THE RECORD
December 05, 2001

Fiat Lux

by Ed Deak

Our esteemed Premier keeps on talking about how he wants to make BC "more competitive" to open up the taps of wealth and prosperity. I have yet to hear a politician promising anything else or delivering on the promise. Would anybody admit today having voted for Mulroney in '84 and again in '88? How about Vander Zalm?

The present BC government is paid by the neo-liberal business community to follow the examples of wealth creation found in the publications of the so called "prestigious Fraser Institute," billed as a "conservative economic think tank." Contrary to claims, the Fraser Institute is not an economic organization, but a bona fide advertising agency. It's job is to sell the program of a global corporate dictatorship and call it freedom. This is going on all over the world, with people being destituted and killed by the millions in pursuit of the economic ideals of Milton Friedman and his Chicago School of Economics.

Monetary competition, sold as a cost cutting and wealth creating ideal, is a conspiracy to defraud the public. It doesn't cut, but increases costs and prices in the long run by transferring them on to other sectors. Economists then tell us that the increased transfers were really cost cuts. We'll see ample evidence of this in the coming months with the massacre of the civil service, the destruction of ICBC and BC Hydro, deregulations and the importation of multinational service providers.

The costs will not only go up, but multiply and the profits will be taken out of the country. We can already see this happening with most of our industries while Canadians line up at the food banks.

Increased costs by private providers jack up the GDP which is used to measure economic success, so even while poverty is growing governments and economists are reporting boom times. The fact that the country and citizens are destituted makes no difference to the GDP, which is also increased by accidents, damage, and suicides.

The purpose of real competition is the search for excellence under the neutral protection of equality, life and property.

The purpose of monetary competition, as it is of war and crime, is the forced acquisition of benefits and properties against the owners' will.

I have studied the question of competition for a long time and stopped competing about 30 years ago. Competition can not cut costs, it only increases costs and transfers them on to the losers. Cutting real costs is a mathematical impossibility. The purpose is to eliminate the competition and set up oligopolies, a few big players who then distribute the spoils between themselves, and sock it to the public. The oil companies are the prime examples.

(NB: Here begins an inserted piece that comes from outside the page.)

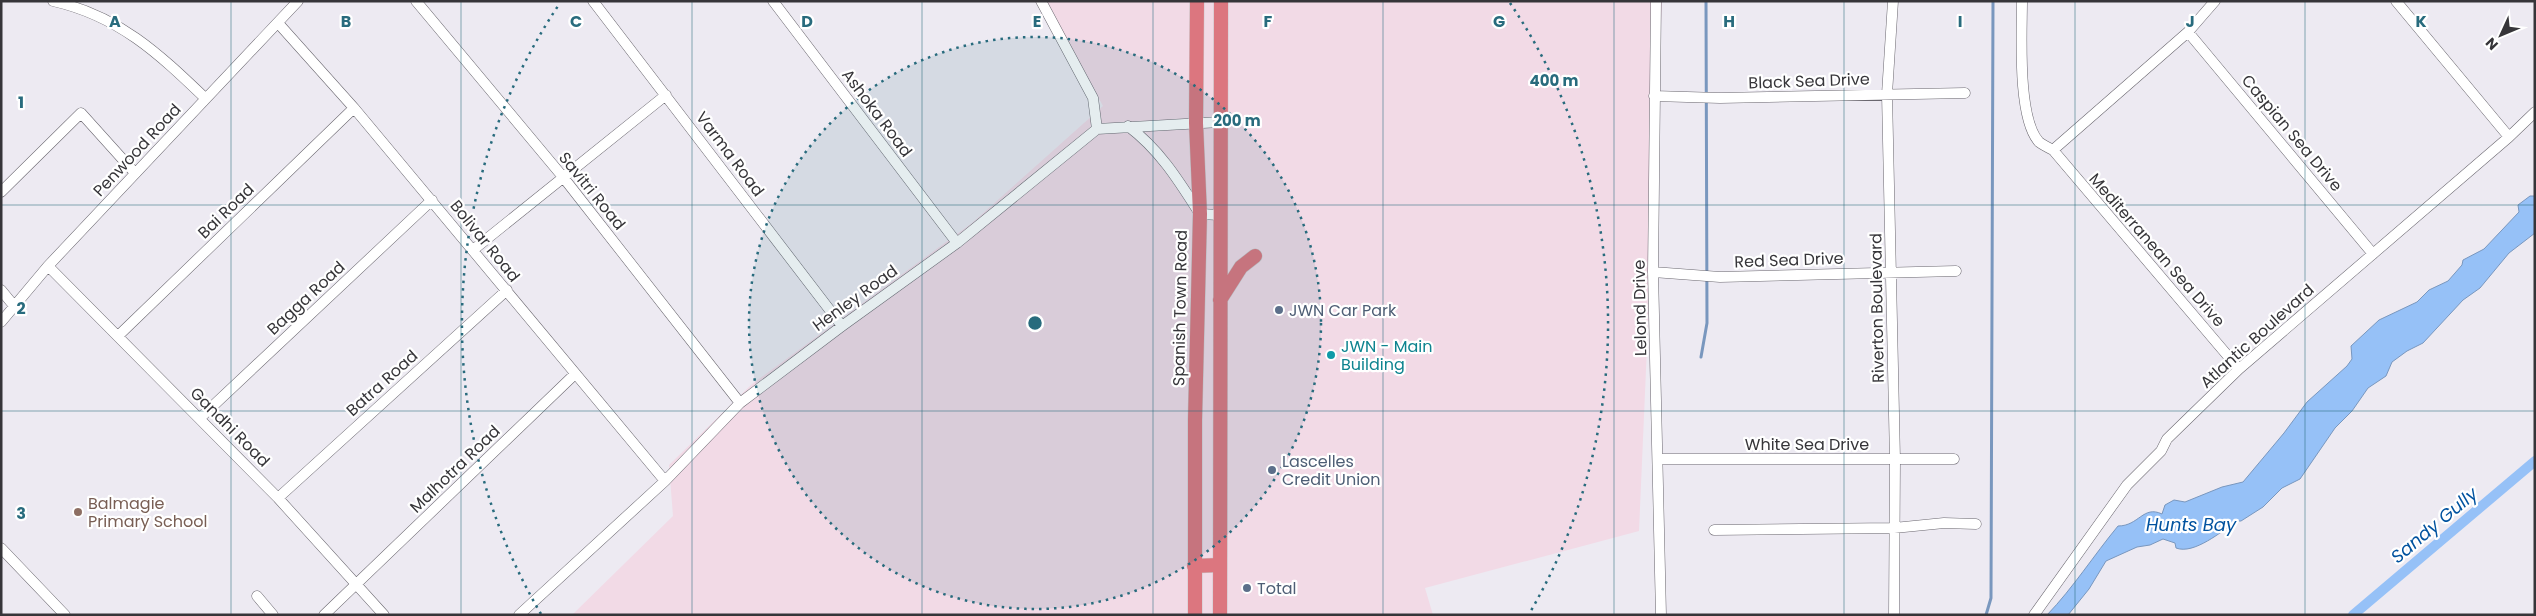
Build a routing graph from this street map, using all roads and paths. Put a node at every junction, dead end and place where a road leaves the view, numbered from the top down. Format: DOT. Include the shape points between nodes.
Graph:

All forms of competition work on the laws of speed with large energy inputs required for the smallest increases in performance. To increase the speed of a vehicle by a few kilometres per hour requires large increases in fuel consumption. In industry the replacement of a few workers with automated equipment usually demands hundreds of horsepower of extra energy. It increases resource use while diverting the benefits from workers into the pockets of special interests.

This is the reason for the constant demands for so called "business friendly governments" and making those demands is the purpose of outfits like the Fraser Institute. It is what they are getting paid for. There are over a hundred of these advertising agencies in the USA, like the Cato Inst. the Heritage Foundation, etc. Their job is make certain that politicians won't step out of line and become soft hearted by throwing a few bucks to the public and spoil them with services they don't deserve.

One of the strongest weapons in the armories of these propaganda agencies is the twisted meaning of words, double talk, double standards and fraudulent accounting systems to show that the economy is moving in the right direction: Into the pockets of fewer and fewer people.

It is a carefully hidden secret that in fact profits are not made, but taken from others. To make profits is another mathematical and physical impossibility. We can neither create, or destroy anything, only convert resources into other forms, which can be useful things needed for survival, or junk, or garbage and pollution. Profits are arbitrarily added figures on the top of real costs and trade values and must come out of the pockets of the public. The higher profits banks and other big businesses report, the more people line up at the soup kitchens. There's no other way and we have all the figures to prove this.
Anybody who doesn't know this should look at bank and other large corporate profits and the numbers of employees they fire, ostensibly to cut costs, but in fact increasing and transferring them on the public.